Even more remarkably, only one of the five books explains how an internal-combustion engine works. In our car-dominated world, the simple, ingenious, easily comprehensible, four-stroke petrol engine is largely ignored in school physics. And though horse power is still the unit of power used by the car industry, it too is mentioned in only one of the books. Horses do not graze in silicon valley.
Getting back to basics
The blame for some of these deficiencies should perhaps be directed less to the authors of the textbooks than to the peculiarities of the curriculum. In the 2005 curriculum for GCSE physics, for example, electric cells and batteries are mentioned five times, yet there is not a word about how they work. Nor is there any mention of internal-combustion engines or the physical basis of musical harmony.

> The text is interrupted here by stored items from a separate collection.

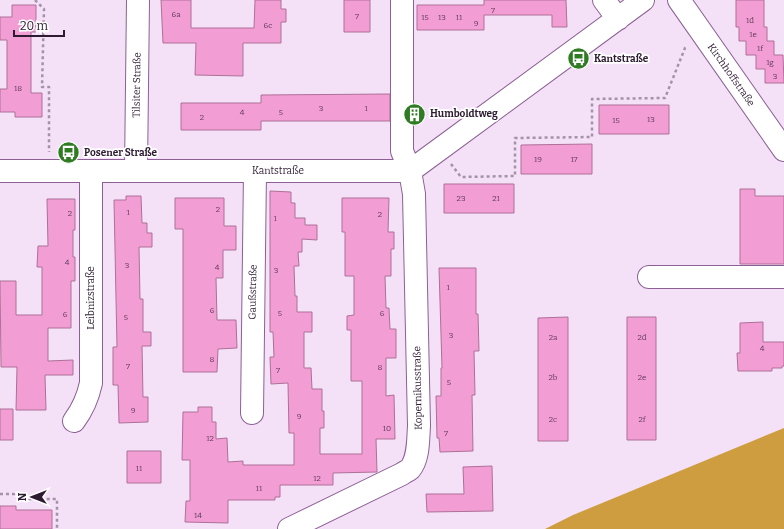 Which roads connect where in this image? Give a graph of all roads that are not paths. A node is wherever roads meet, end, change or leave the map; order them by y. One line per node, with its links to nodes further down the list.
1 (138, 0): 10 (street, Tilsiter Straße)
2 (402, 0): 12 (street)
3 (604, 0): 6 (street)
4 (643, 0): 6 (street)
5 (679, 0): 7 (street, Kirchhoffstraße)
6 (618, 19): 12 (street)
7 (784, 150)
8 (0, 171): 9 (street, Kantstraße)
9 (91, 171): 10 (street, Kantstraße); 16 (street, Leibnizstraße)
10 (136, 171): 11 (street, Kantstraße)
11 (255, 171): 12 (street, Kantstraße); 15 (street, Gaußstraße)
12 (410, 171): 17 (street, Kopernikusstraße)
13 (649, 277): 14 (street)
14 (784, 278)
15 (252, 413)
16 (74, 421)
17 (289, 529) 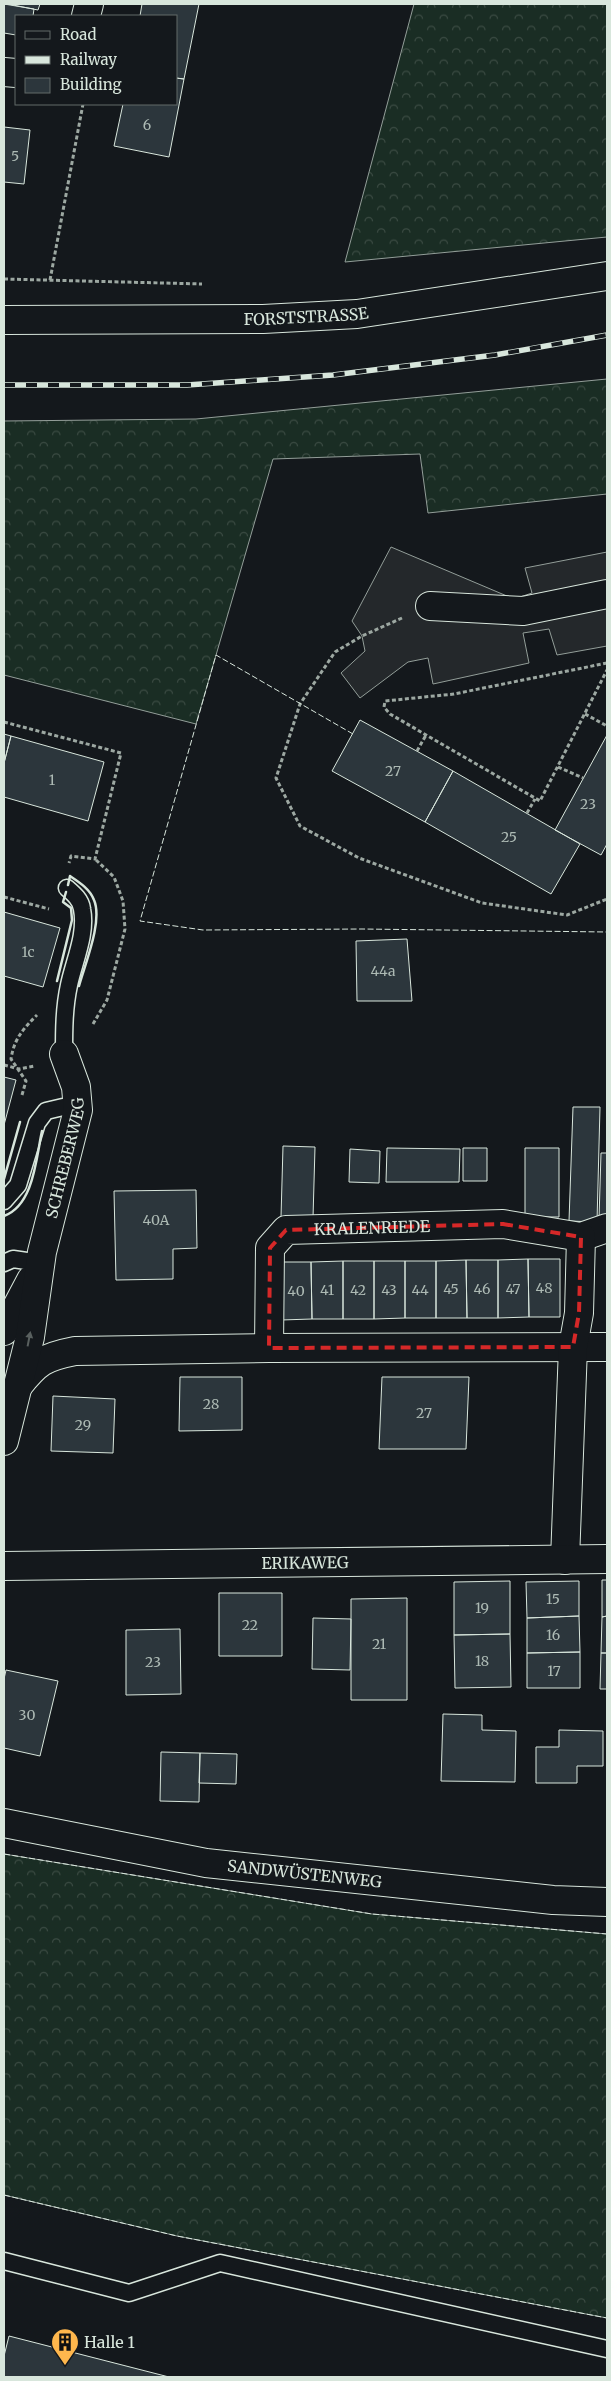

More worrying than gaps in the curriculum, which can be (and often are) ignored by judicious writers of textbooks, are its insatiable demands. The sensible desire to give pupils a greater general understanding of astronomy, geology and environmental problems is in danger of elbowing out explanations of basic physics. It is, then, vital to restrict unnecessary detail in these peripheral areas. It is far more important for pupils of GCSE physics to understand Newton’s laws of motion and gravitation, the evidence for the wave theory of light, and how electric motors work than for them to become familiar with the subtleties of the movements of tectonic plates or the nature of supernovae.
Children can be put off by failing to understand things, or by being swamped with facts. The current bloated, yet inadequate, curriculum adds to both risks.